*Exercise objective*. Report, from the records below, every line where the word "list" appears.
Segment Start: Provided information
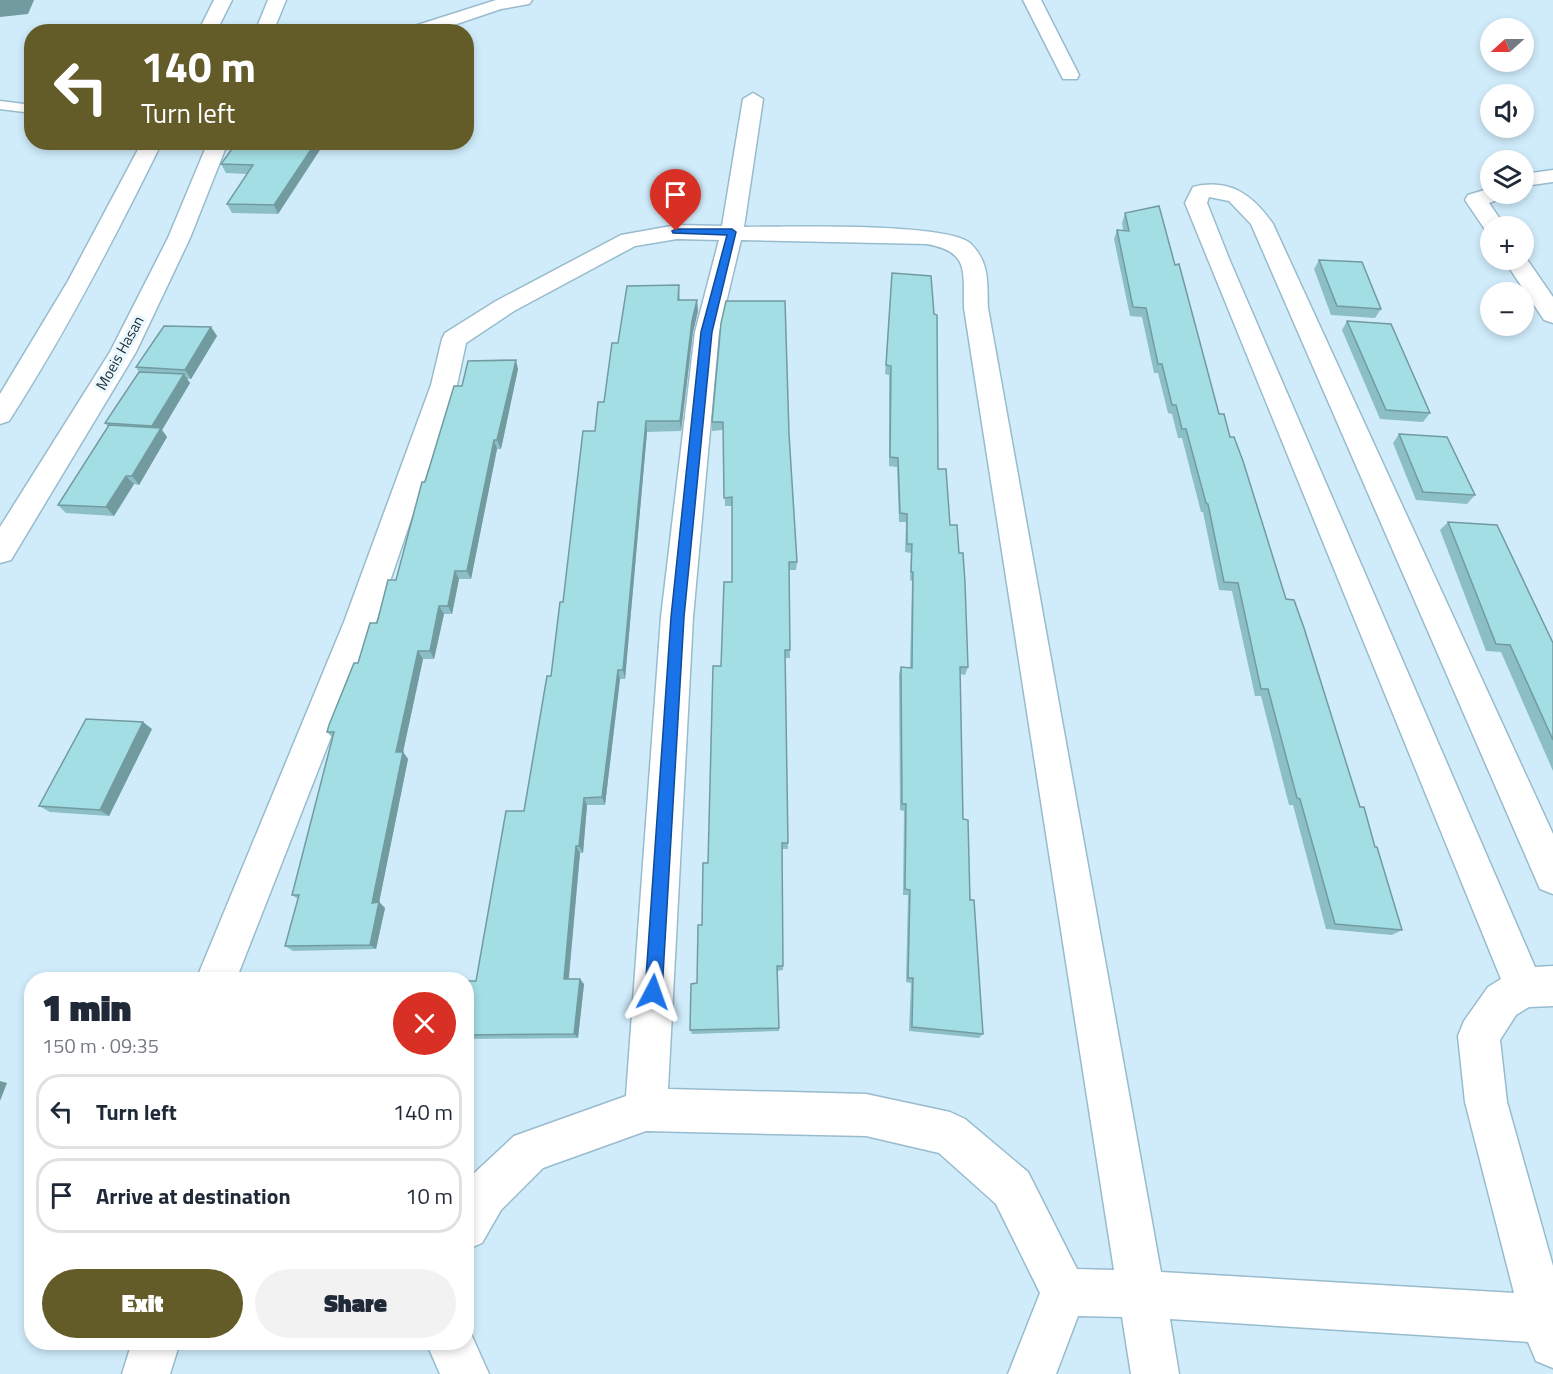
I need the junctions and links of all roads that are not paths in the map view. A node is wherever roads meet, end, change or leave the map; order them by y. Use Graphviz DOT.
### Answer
Segment End: Provided information
Segment Start: Provided information
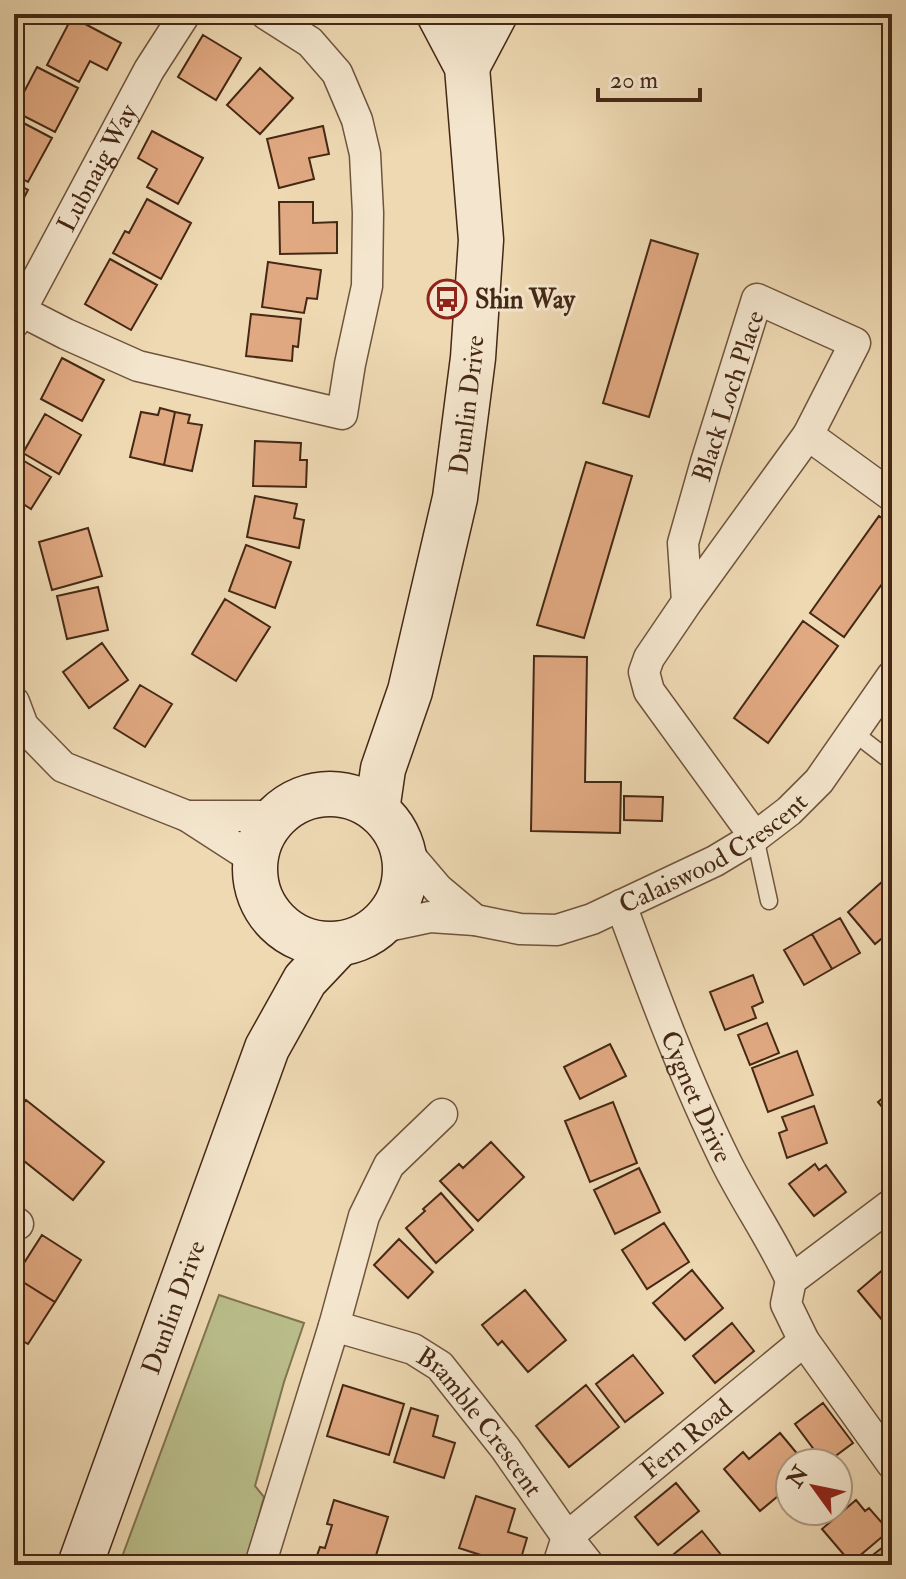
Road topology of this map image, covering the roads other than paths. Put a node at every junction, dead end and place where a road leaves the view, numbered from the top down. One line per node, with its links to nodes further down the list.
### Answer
Segment End: Provided information
Segment Start: Provided information
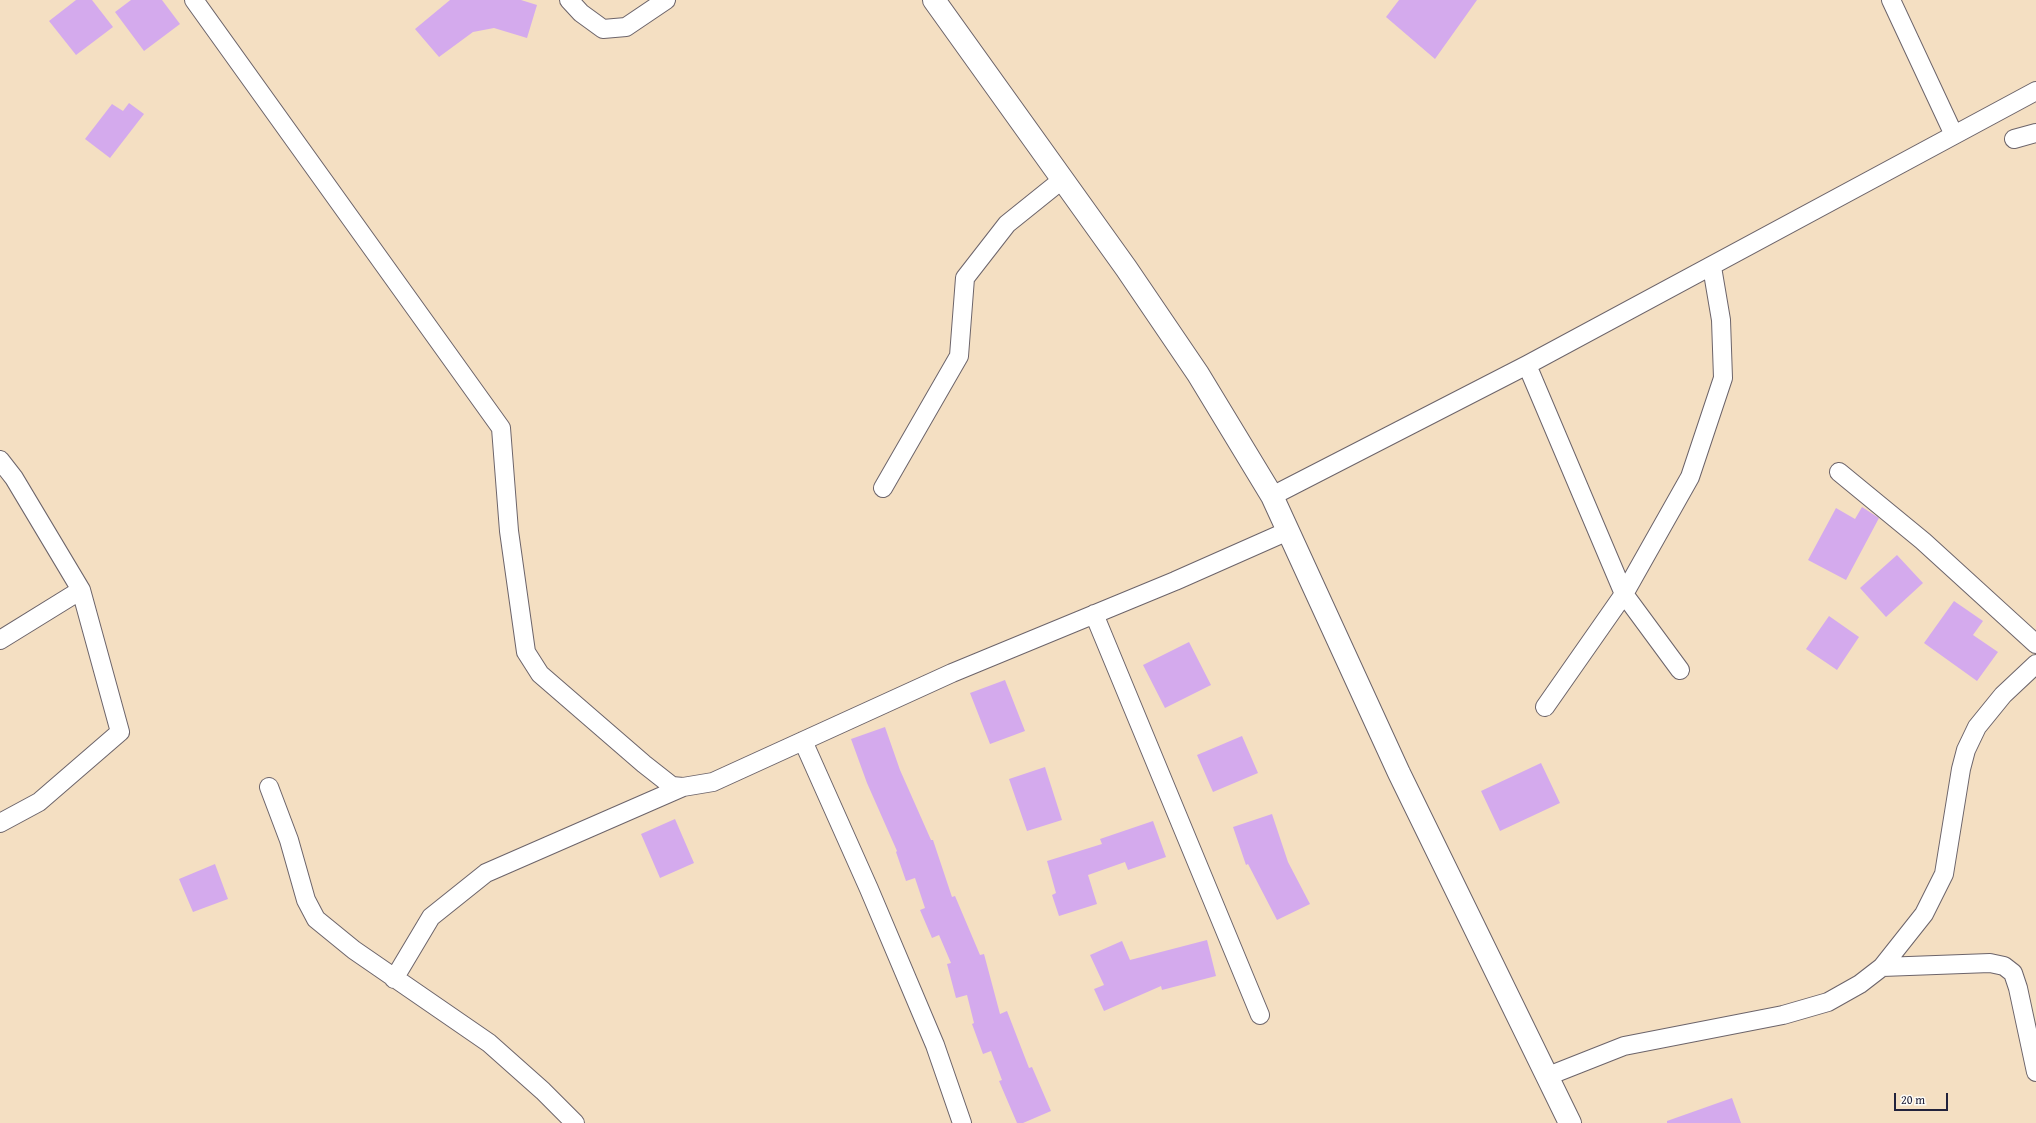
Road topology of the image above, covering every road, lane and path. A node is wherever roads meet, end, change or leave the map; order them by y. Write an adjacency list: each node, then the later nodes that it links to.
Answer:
Segment End: Provided information
*Answer section*.
Road topology of this map image, covering the roads other than paths. Put a node at every junction, dead end and place where a road leaves the view, numbered from the top down. One line per node, with its links to nodes further down the list.
Road topology of the image above, covering every road, lane and path. A node is wherever roads meet, end, change or leave the map; order them by y. Write an adjacency list: each node, then the later nodes that it links to.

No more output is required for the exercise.